Exercise directions:
This exercise calls for a copy of every line in the listing below that carries the word "links".

─── Record extracts ───

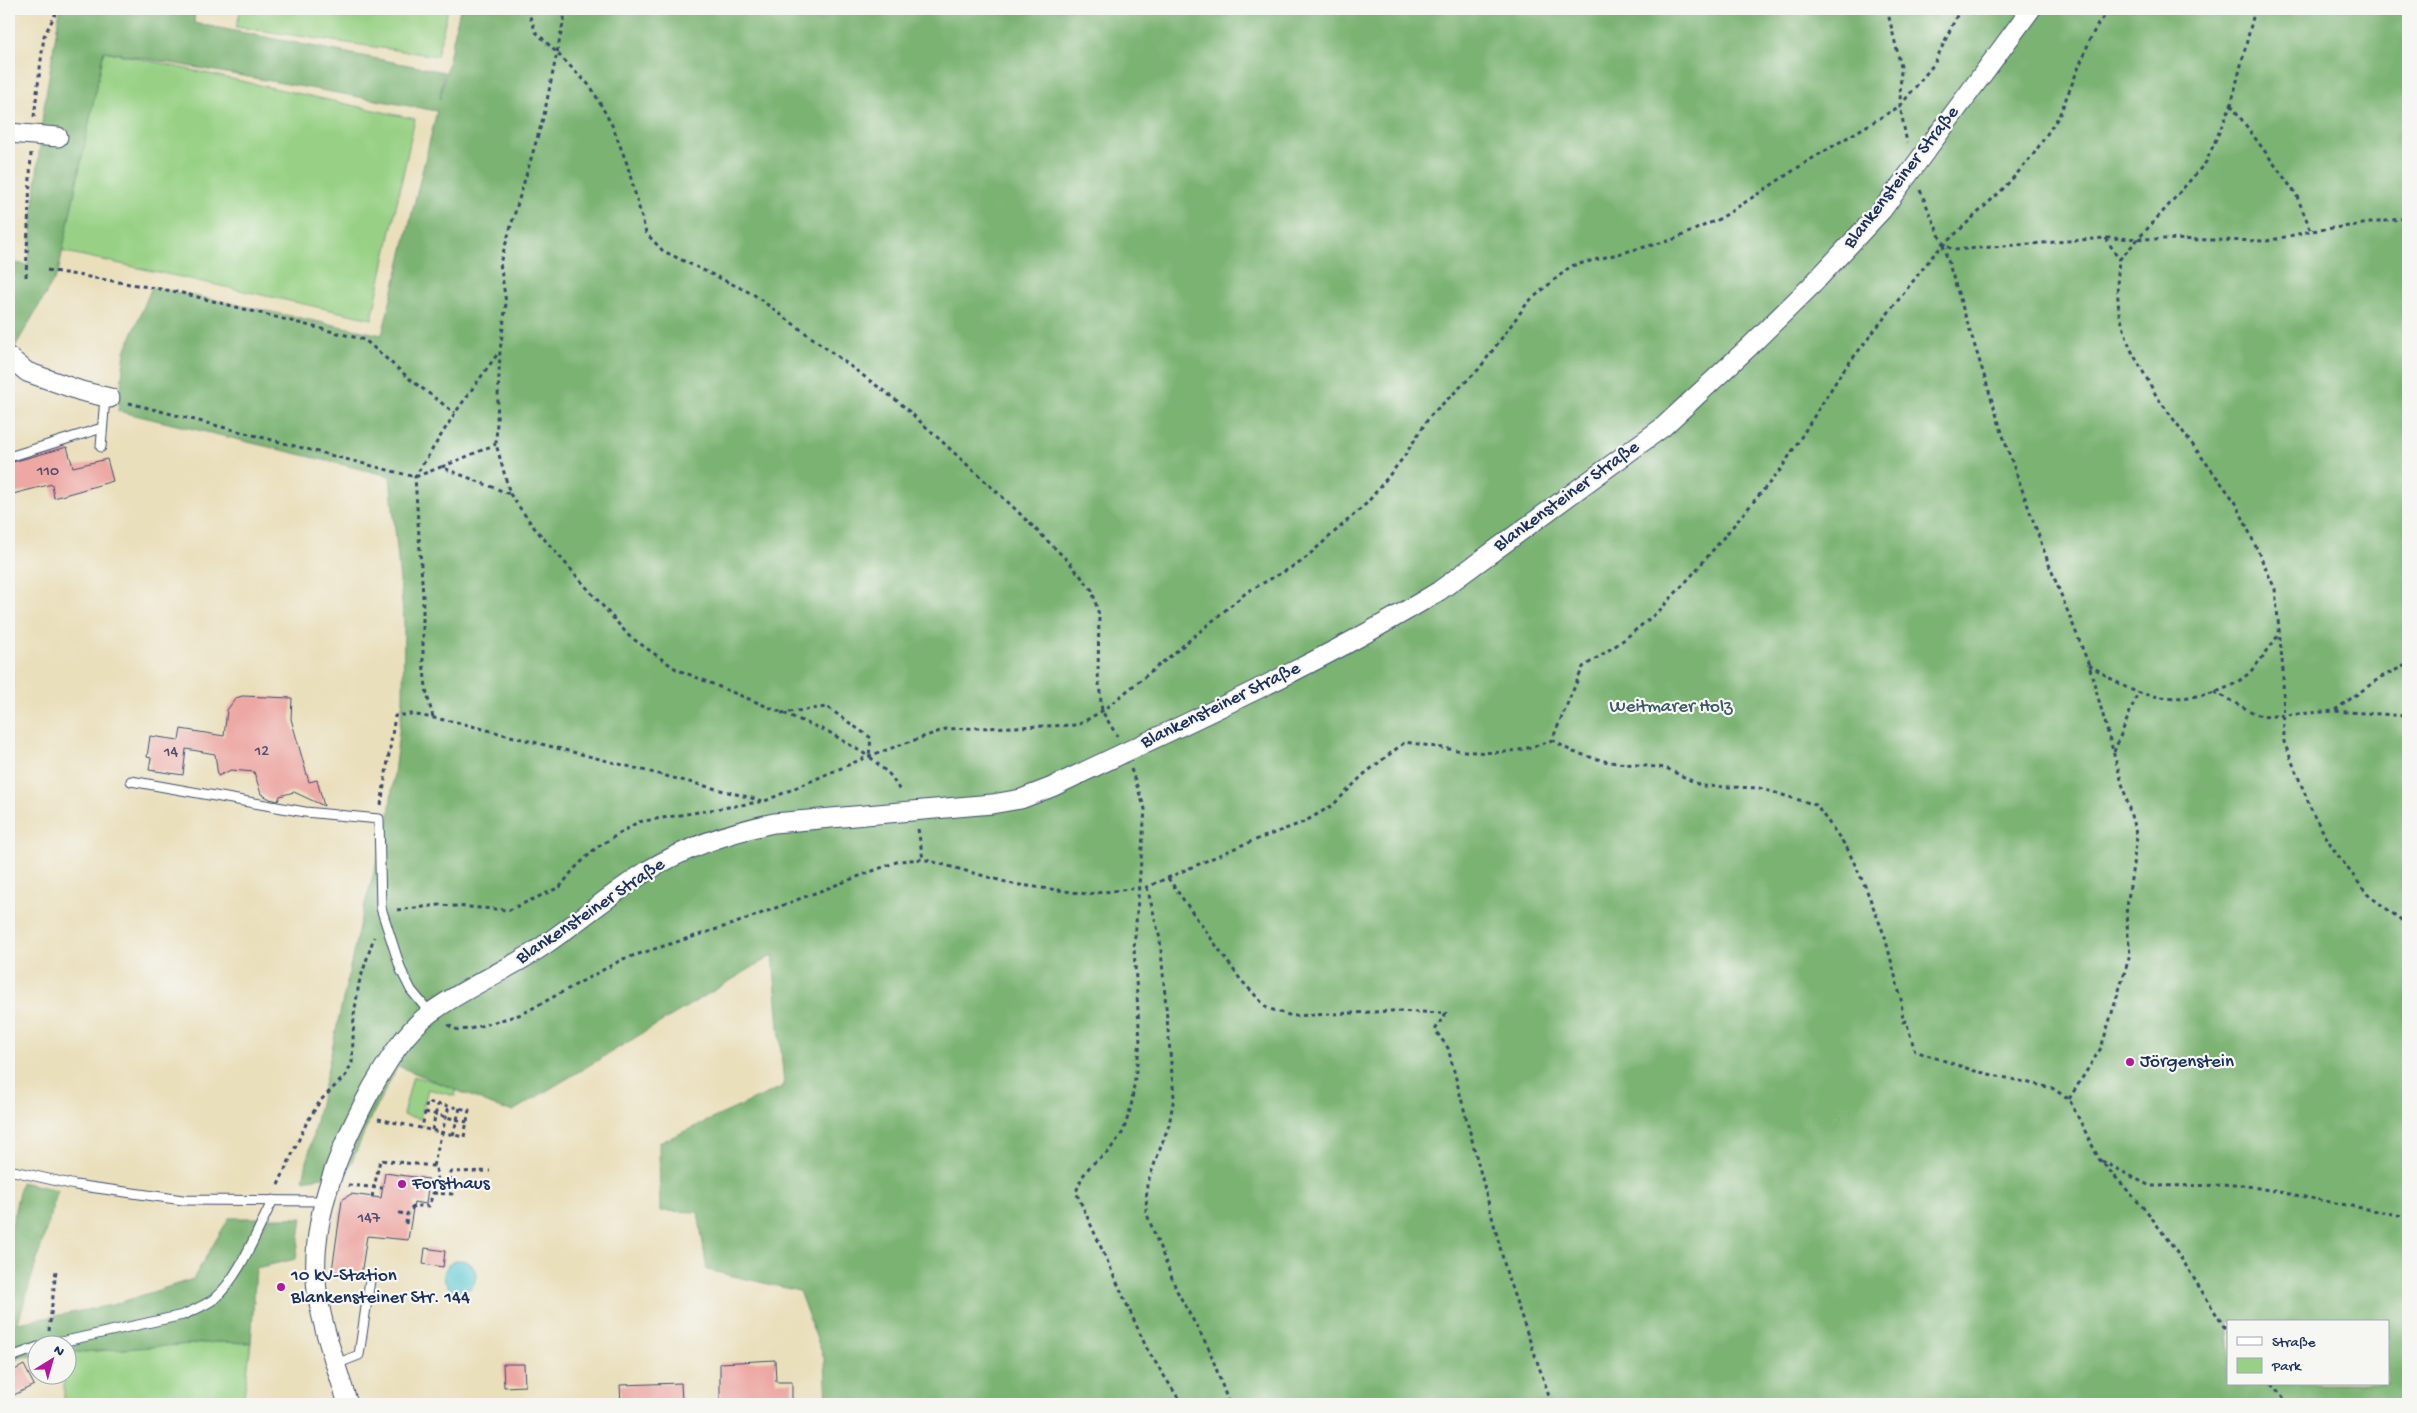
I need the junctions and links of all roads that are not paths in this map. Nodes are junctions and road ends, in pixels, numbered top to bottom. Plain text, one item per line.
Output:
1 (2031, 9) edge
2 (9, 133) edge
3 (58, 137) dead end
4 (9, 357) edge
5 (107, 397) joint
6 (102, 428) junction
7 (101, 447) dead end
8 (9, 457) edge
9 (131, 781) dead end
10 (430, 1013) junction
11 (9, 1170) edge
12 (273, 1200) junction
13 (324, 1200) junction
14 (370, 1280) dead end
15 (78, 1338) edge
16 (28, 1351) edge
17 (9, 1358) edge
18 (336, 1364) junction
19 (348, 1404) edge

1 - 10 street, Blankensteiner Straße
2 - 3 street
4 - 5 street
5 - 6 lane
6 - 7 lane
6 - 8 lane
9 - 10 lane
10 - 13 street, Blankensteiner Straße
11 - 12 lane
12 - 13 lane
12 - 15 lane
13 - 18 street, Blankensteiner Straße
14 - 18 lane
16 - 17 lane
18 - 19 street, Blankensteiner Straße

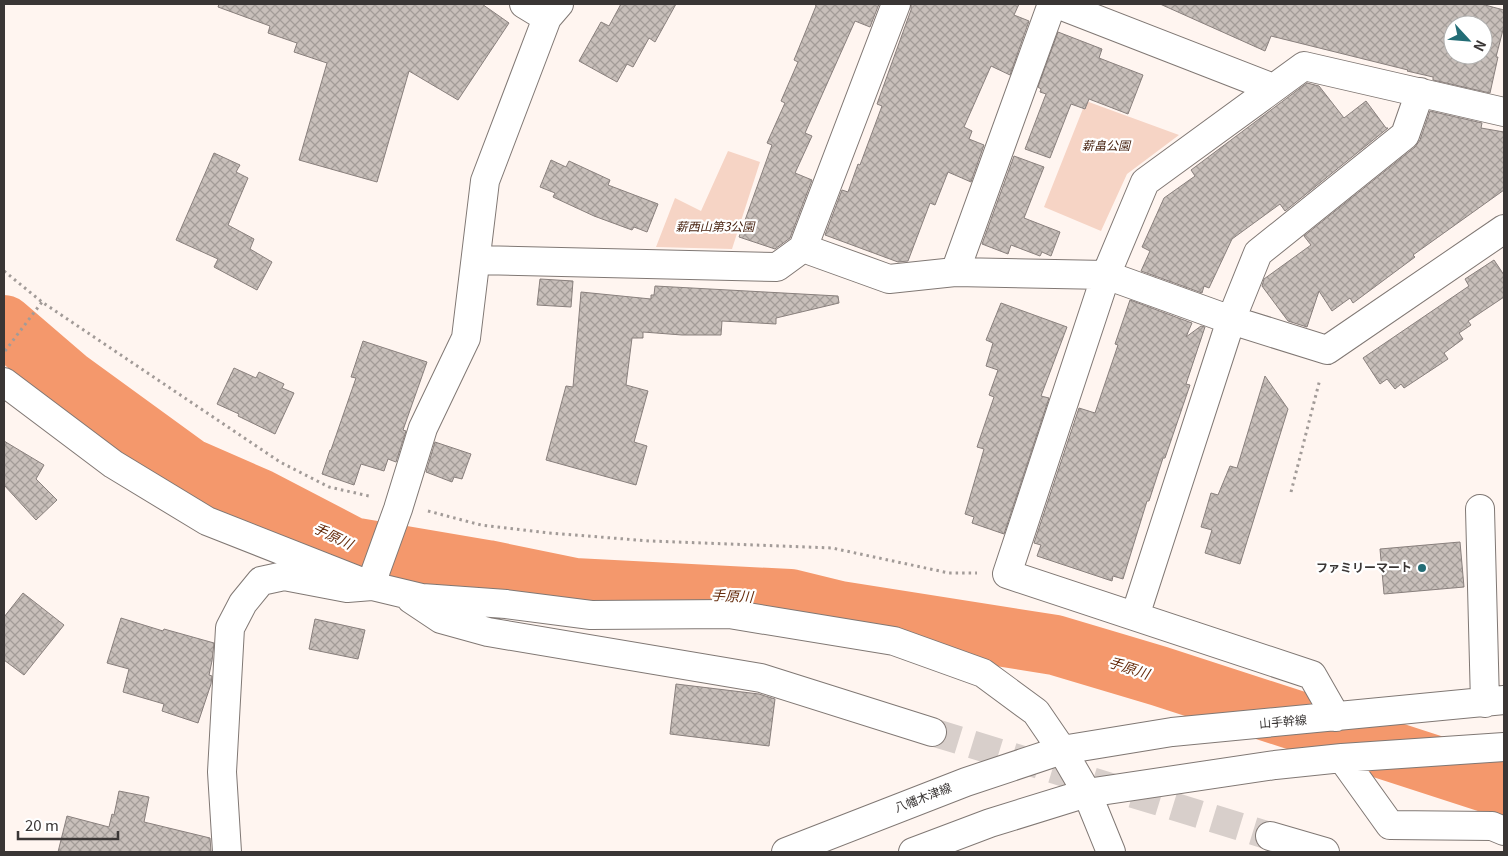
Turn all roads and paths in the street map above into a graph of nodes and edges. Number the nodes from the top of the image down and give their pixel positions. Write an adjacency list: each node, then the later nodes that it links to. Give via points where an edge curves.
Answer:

───

Answer to this exercise:
I need the junctions and links of all roads that are not paths in this map. Nodes are junctions and road ends, in pixels, numbered top to bottom. Plain text, one item per line.
Turn all roads and paths in the street map above into a graph of nodes and edges. Number the nodes from the top of the image down and give their pixel positions. Write an adjacency list: each node, then the later nodes that it links to. Give via points where an edge curves.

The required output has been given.